Westergaard died in his sleep after a long period of ill-health, his family told the newspaper Berlingske.
The illustrator was behind one of 12 drawings published by conservative daily newspaper Jyllands-Posten in 2005 under the headline The Face of Mohammed, with Westergaard’s sparking particular anger. Islamic tradition says no image of the prophet should be produced or shown.
The anger escalated into anti-Danish violence across the Muslim world in 2006 in which dozens died, with Danish embassies attacked, including the one in Damascus which was burned down.
The cartoons were reprinted in 2012 by the French satirical weekly Charlie Hebdo, three years before a massacre at its Paris office left 12 people dead.
Attacks
A total of 17 people were murdered across three days in a series of attacks that horrified France. All three assailants were killed in shootouts with the police, leaving only accomplices to face trial.
Death threats against Westergaard personally eventually forced him into hiding. In 2008 Denmark’s three main newspapers reprinted the cartoon after the arrest of three men for plotting to murder the artist. One was released without charge, another deported and a third sent to an asylum centre.

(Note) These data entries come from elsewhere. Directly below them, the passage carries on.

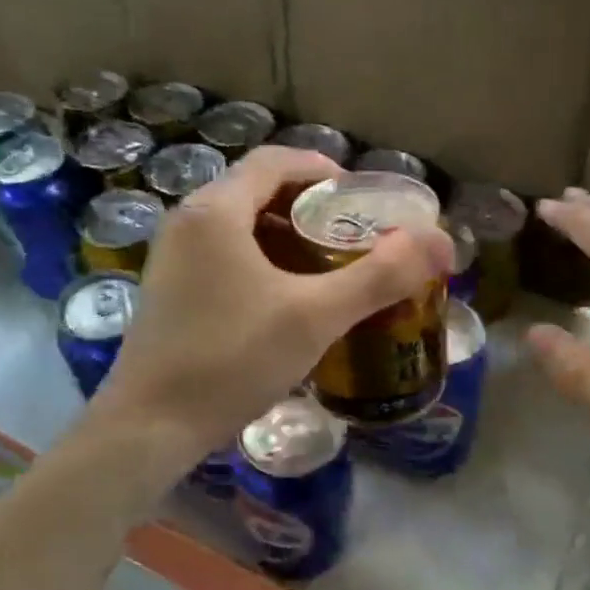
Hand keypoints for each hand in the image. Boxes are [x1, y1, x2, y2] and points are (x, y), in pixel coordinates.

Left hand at [93, 147, 453, 465]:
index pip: (275, 160)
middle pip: (257, 191)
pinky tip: (286, 300)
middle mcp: (187, 222)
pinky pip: (223, 256)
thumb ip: (379, 276)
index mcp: (216, 211)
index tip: (361, 198)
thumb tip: (440, 241)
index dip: (323, 170)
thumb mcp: (314, 317)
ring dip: (285, 237)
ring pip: (239, 227)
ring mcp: (171, 258)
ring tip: (328, 267)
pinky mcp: (169, 291)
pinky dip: (260, 262)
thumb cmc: (231, 360)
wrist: (148, 428)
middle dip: (308, 207)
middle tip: (352, 235)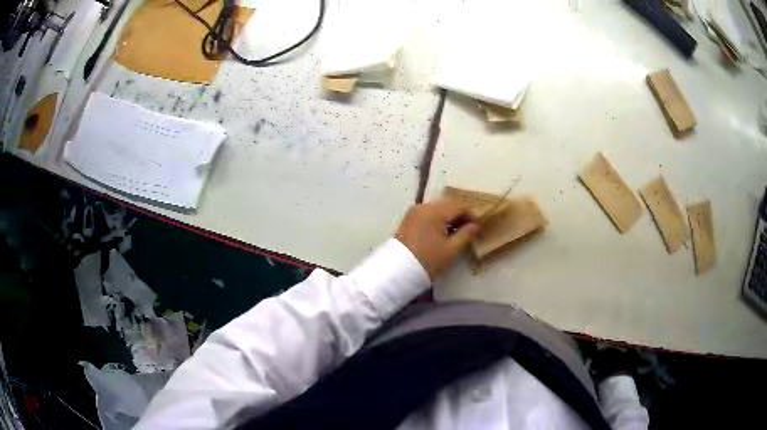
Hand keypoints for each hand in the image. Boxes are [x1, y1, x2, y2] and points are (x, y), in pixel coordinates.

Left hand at [395, 199, 480, 279]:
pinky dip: (437, 220)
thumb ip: (466, 235)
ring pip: (437, 209)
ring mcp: (414, 212)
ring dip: (448, 218)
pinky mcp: (408, 220)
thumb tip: (476, 226)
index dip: (471, 215)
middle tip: (469, 230)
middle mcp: (423, 206)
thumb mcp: (451, 250)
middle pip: (447, 205)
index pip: (459, 206)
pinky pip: (427, 214)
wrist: (398, 271)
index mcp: (435, 211)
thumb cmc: (428, 260)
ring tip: (456, 234)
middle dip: (459, 216)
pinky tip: (442, 234)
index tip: (478, 228)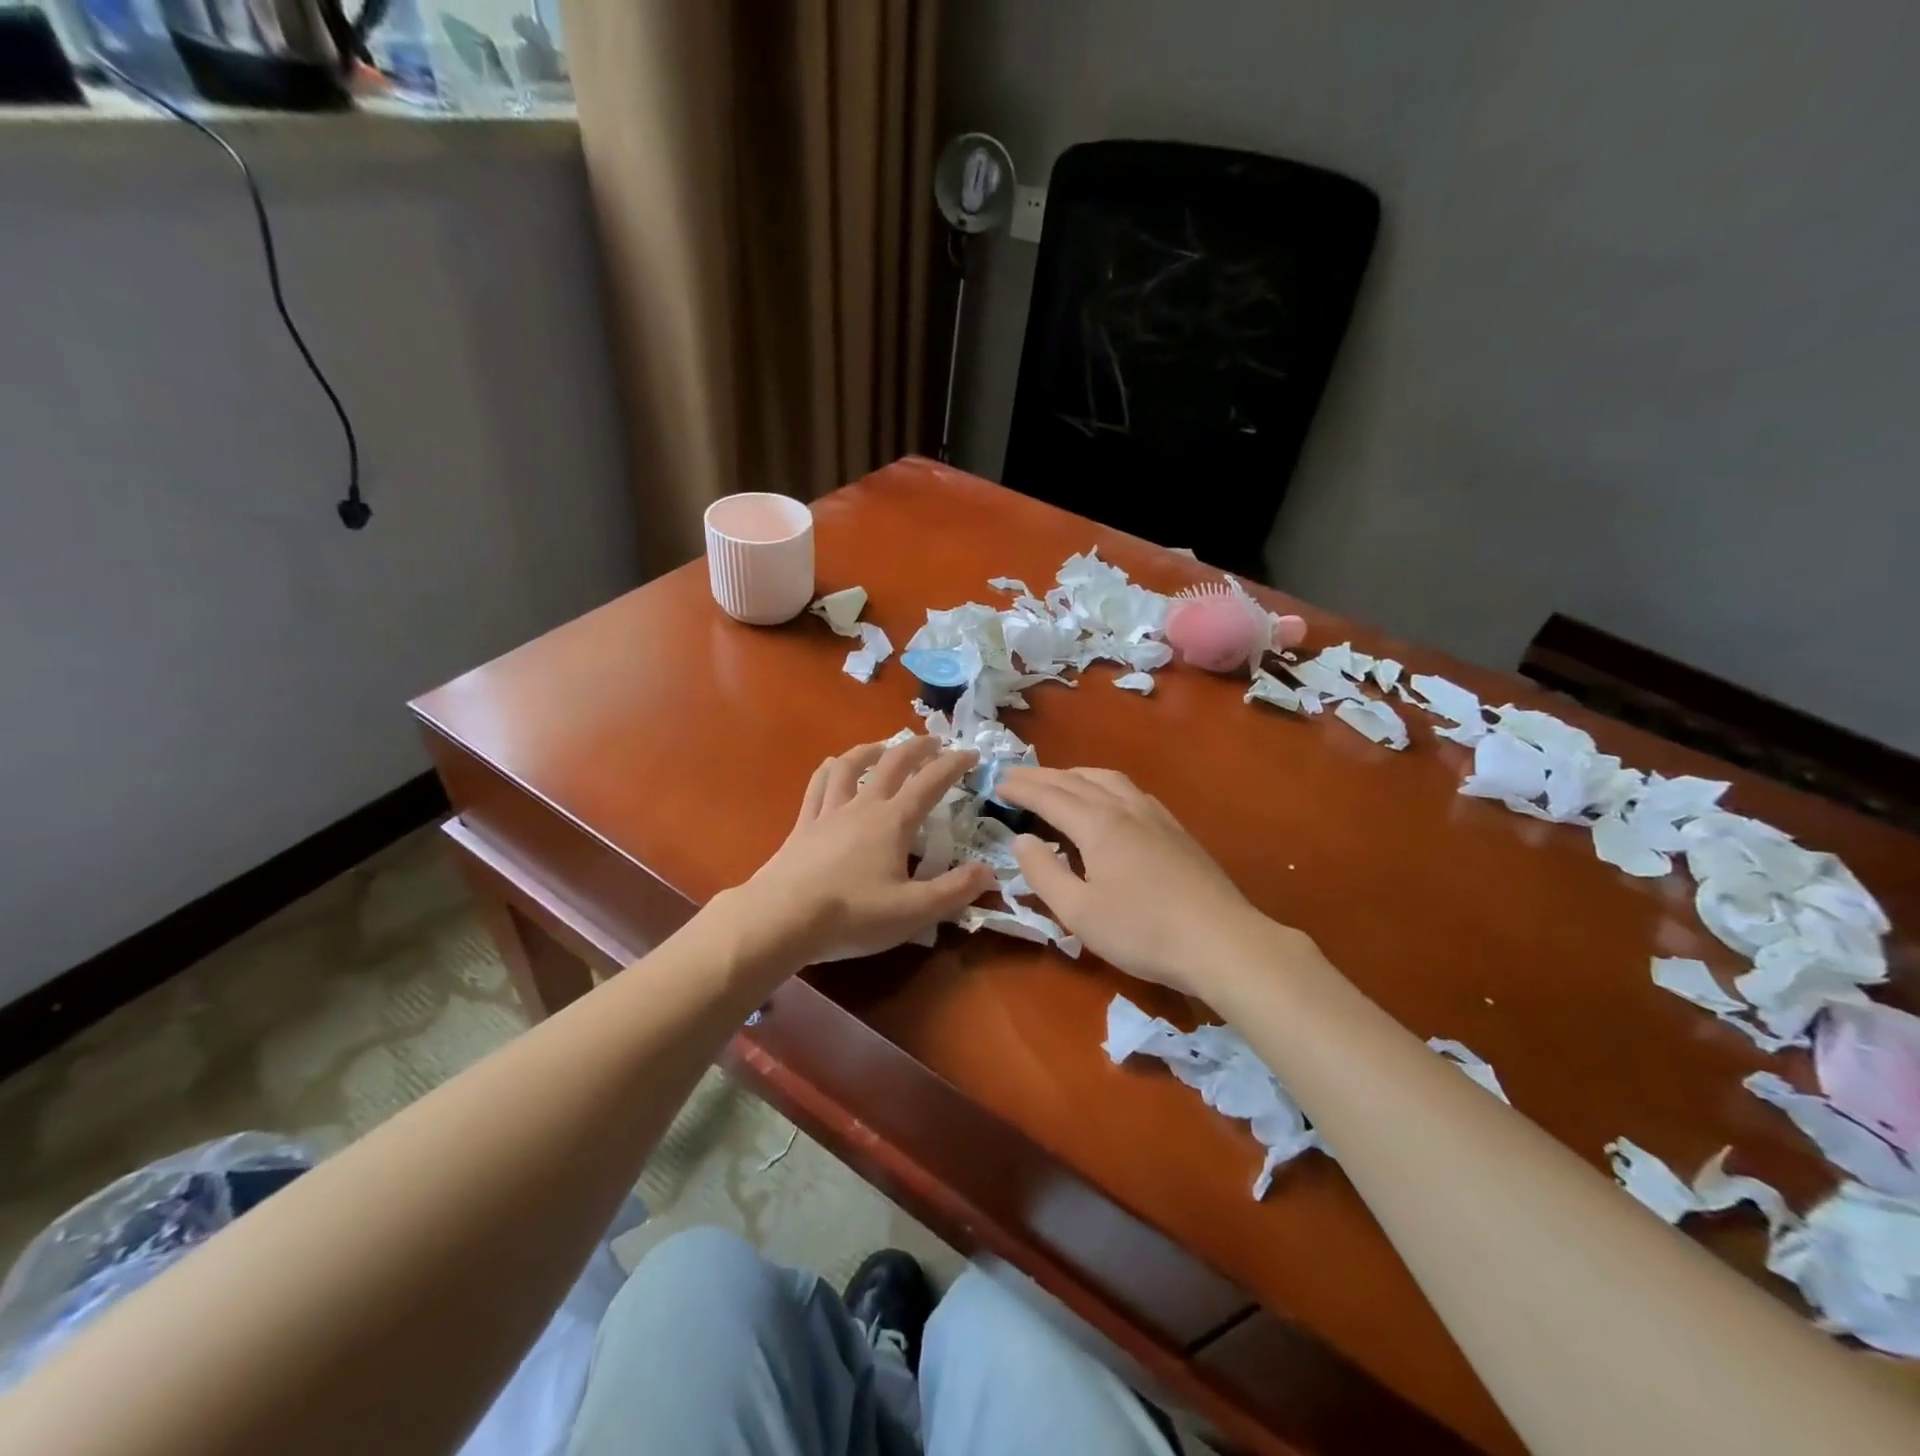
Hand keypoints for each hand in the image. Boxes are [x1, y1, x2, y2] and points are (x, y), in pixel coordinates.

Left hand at [738, 737, 995, 968]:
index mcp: (893, 822)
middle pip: (893, 763)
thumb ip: (954, 890)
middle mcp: (863, 806)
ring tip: (884, 746)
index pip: (931, 782)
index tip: (971, 754)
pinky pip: (818, 785)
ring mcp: (829, 812)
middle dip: (917, 748)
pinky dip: (831, 769)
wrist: (782, 918)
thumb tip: (988, 871)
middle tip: (934, 741)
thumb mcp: (914, 911)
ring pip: (851, 766)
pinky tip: (834, 766)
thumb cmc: (852, 914)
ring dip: (872, 749)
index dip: (954, 765)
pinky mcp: (804, 825)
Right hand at [996, 766, 1291, 996]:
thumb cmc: (1142, 931)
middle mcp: (1125, 808)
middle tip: (1016, 776)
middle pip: (1077, 780)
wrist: (1221, 941)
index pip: (1049, 796)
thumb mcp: (1078, 912)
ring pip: (1108, 779)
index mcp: (1098, 824)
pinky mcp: (1176, 830)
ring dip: (1075, 775)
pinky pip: (1130, 791)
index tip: (997, 783)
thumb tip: (1021, 839)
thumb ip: (1043, 873)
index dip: (1021, 788)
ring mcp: (1155, 815)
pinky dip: (1104, 785)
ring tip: (1058, 781)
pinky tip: (1109, 800)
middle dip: (1043, 776)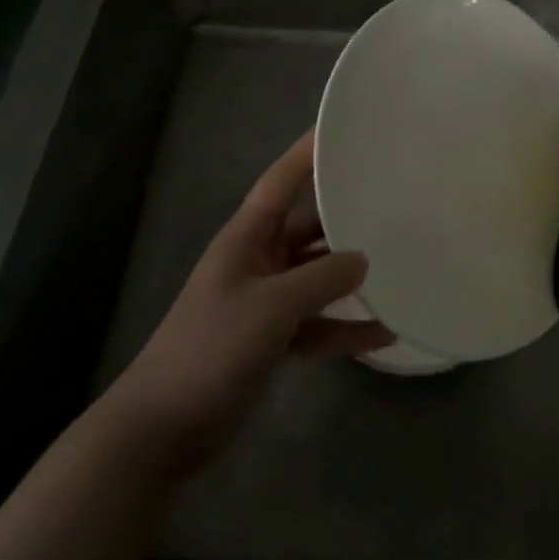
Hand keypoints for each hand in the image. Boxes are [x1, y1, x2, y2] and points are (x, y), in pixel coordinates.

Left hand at [104, 131, 392, 477]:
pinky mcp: (271, 339)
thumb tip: (362, 258)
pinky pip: (316, 323)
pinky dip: (344, 327)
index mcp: (248, 236)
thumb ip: (320, 278)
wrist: (162, 430)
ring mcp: (265, 301)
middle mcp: (259, 259)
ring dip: (349, 279)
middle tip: (390, 201)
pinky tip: (383, 333)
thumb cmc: (211, 348)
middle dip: (344, 216)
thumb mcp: (271, 307)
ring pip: (316, 276)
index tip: (342, 129)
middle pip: (308, 227)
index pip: (282, 180)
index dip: (308, 152)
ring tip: (397, 267)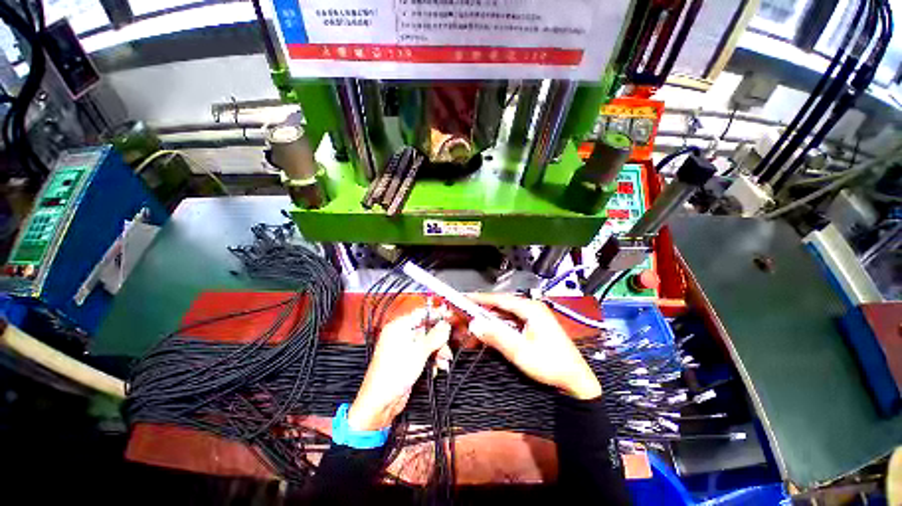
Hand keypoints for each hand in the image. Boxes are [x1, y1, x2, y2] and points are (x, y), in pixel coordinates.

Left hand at [348, 308, 451, 430]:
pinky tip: (436, 369)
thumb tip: (445, 325)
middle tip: (446, 348)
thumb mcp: (419, 351)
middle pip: (426, 330)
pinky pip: (423, 354)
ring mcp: (404, 348)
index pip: (421, 314)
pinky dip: (431, 360)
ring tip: (443, 362)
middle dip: (439, 340)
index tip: (449, 316)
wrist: (381, 401)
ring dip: (437, 352)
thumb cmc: (394, 373)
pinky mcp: (407, 360)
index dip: (436, 314)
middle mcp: (400, 335)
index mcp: (399, 326)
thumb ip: (435, 336)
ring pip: (427, 343)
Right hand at [467, 293, 601, 399]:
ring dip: (487, 320)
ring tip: (470, 325)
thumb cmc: (551, 365)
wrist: (575, 381)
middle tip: (462, 314)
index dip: (479, 298)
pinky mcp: (531, 326)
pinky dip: (496, 327)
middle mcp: (531, 308)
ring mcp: (532, 317)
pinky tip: (486, 333)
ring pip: (503, 315)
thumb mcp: (521, 352)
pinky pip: (509, 323)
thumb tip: (475, 324)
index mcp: (530, 308)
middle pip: (499, 306)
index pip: (498, 299)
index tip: (462, 298)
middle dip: (480, 311)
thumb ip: (496, 336)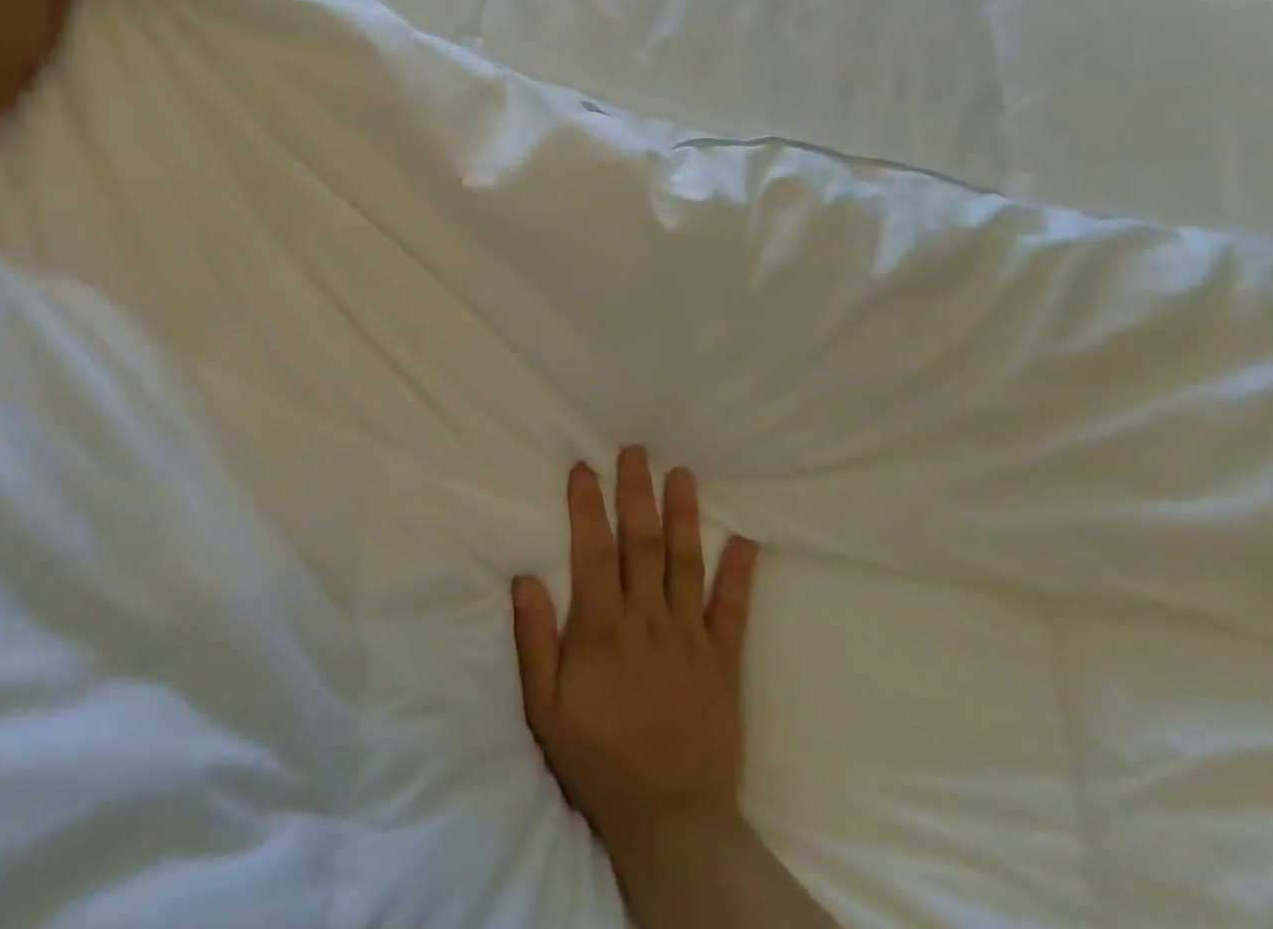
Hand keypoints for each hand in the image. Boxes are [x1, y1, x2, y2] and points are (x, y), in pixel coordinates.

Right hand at [513, 447, 757, 865]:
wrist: (672, 821)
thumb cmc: (598, 759)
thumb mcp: (546, 708)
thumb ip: (535, 640)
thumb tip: (525, 577)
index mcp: (602, 630)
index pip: (593, 552)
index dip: (588, 507)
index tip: (584, 468)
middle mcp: (648, 622)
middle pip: (642, 544)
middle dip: (637, 493)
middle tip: (636, 450)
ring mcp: (691, 639)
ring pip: (687, 564)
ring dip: (685, 516)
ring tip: (683, 474)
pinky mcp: (723, 662)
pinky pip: (734, 612)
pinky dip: (741, 575)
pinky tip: (747, 541)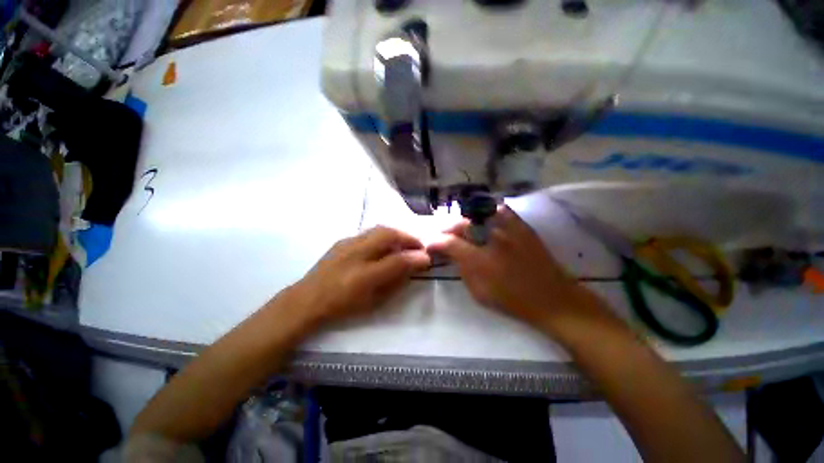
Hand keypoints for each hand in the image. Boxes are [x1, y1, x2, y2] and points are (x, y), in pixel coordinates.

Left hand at [291, 226, 430, 325]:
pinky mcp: (342, 241)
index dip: (415, 256)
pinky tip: (382, 244)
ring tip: (403, 243)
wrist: (307, 300)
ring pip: (378, 230)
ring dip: (395, 234)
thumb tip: (417, 265)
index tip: (427, 257)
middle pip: (388, 234)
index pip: (397, 259)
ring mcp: (347, 243)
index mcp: (363, 274)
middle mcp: (355, 253)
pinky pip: (368, 232)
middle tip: (417, 246)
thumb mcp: (373, 299)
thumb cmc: (342, 304)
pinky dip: (382, 235)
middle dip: (407, 237)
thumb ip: (396, 279)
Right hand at [428, 205, 583, 326]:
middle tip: (442, 235)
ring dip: (464, 220)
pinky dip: (487, 211)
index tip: (429, 244)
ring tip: (459, 227)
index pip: (449, 243)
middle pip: (461, 225)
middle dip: (446, 229)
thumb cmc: (513, 301)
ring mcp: (509, 229)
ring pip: (478, 214)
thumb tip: (451, 254)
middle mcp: (492, 239)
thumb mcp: (479, 292)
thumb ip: (462, 270)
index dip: (435, 242)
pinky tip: (482, 218)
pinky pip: (500, 210)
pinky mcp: (522, 226)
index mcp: (480, 260)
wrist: (553, 299)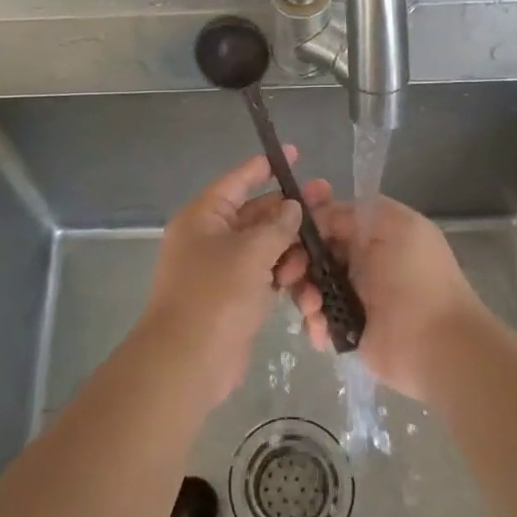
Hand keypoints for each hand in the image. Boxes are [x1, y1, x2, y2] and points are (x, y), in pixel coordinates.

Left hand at [140, 149, 332, 403]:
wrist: (188, 362)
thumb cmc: (215, 296)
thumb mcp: (250, 253)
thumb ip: (276, 226)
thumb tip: (291, 207)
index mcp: (203, 217)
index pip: (237, 182)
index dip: (264, 167)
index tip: (294, 154)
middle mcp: (209, 238)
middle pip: (255, 214)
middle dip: (289, 211)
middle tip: (328, 200)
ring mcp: (221, 269)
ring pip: (263, 246)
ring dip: (289, 248)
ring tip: (318, 251)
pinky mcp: (234, 297)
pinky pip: (263, 275)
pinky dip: (282, 274)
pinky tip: (306, 278)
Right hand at [282, 194, 489, 400]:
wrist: (438, 345)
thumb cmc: (417, 278)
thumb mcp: (393, 225)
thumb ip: (351, 213)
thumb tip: (314, 216)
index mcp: (375, 232)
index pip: (330, 216)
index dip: (307, 217)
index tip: (285, 222)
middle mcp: (362, 260)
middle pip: (313, 251)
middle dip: (296, 259)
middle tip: (290, 273)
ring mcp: (353, 296)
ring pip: (310, 285)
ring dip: (304, 293)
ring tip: (313, 307)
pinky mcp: (347, 329)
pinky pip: (317, 319)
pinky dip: (314, 323)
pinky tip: (321, 330)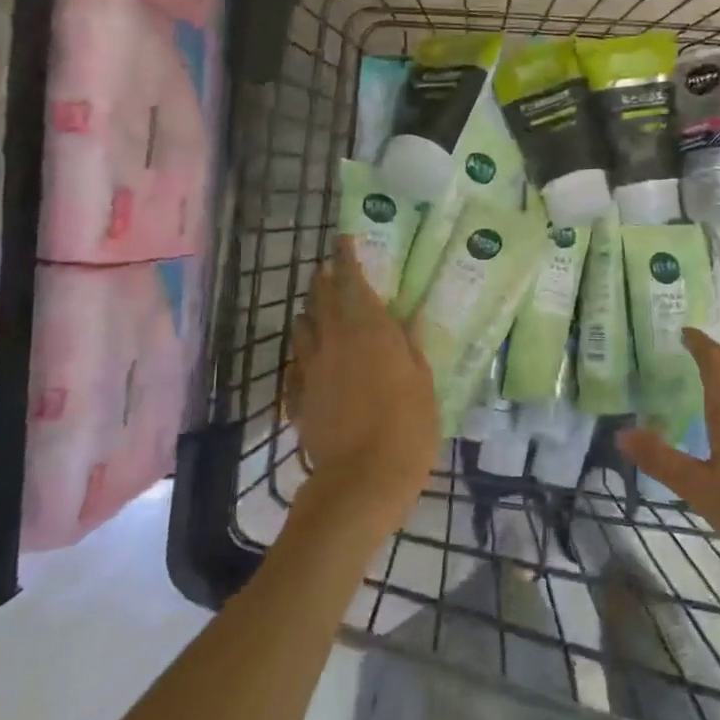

In early 2010, Danish police caught a 28-year-old Somalian armed with a knife and axe in Westergaard’s house, where he was planning to kill him.
Westergaard had been working at Jyllands-Posten since the mid-1980s as an illustrator and, according to Berlingske, the drawing in question had been printed once before but without sparking much controversy.
During the last years of his life Westergaard, like a number of others associated with the cartoons, had to live under police protection at a secret address.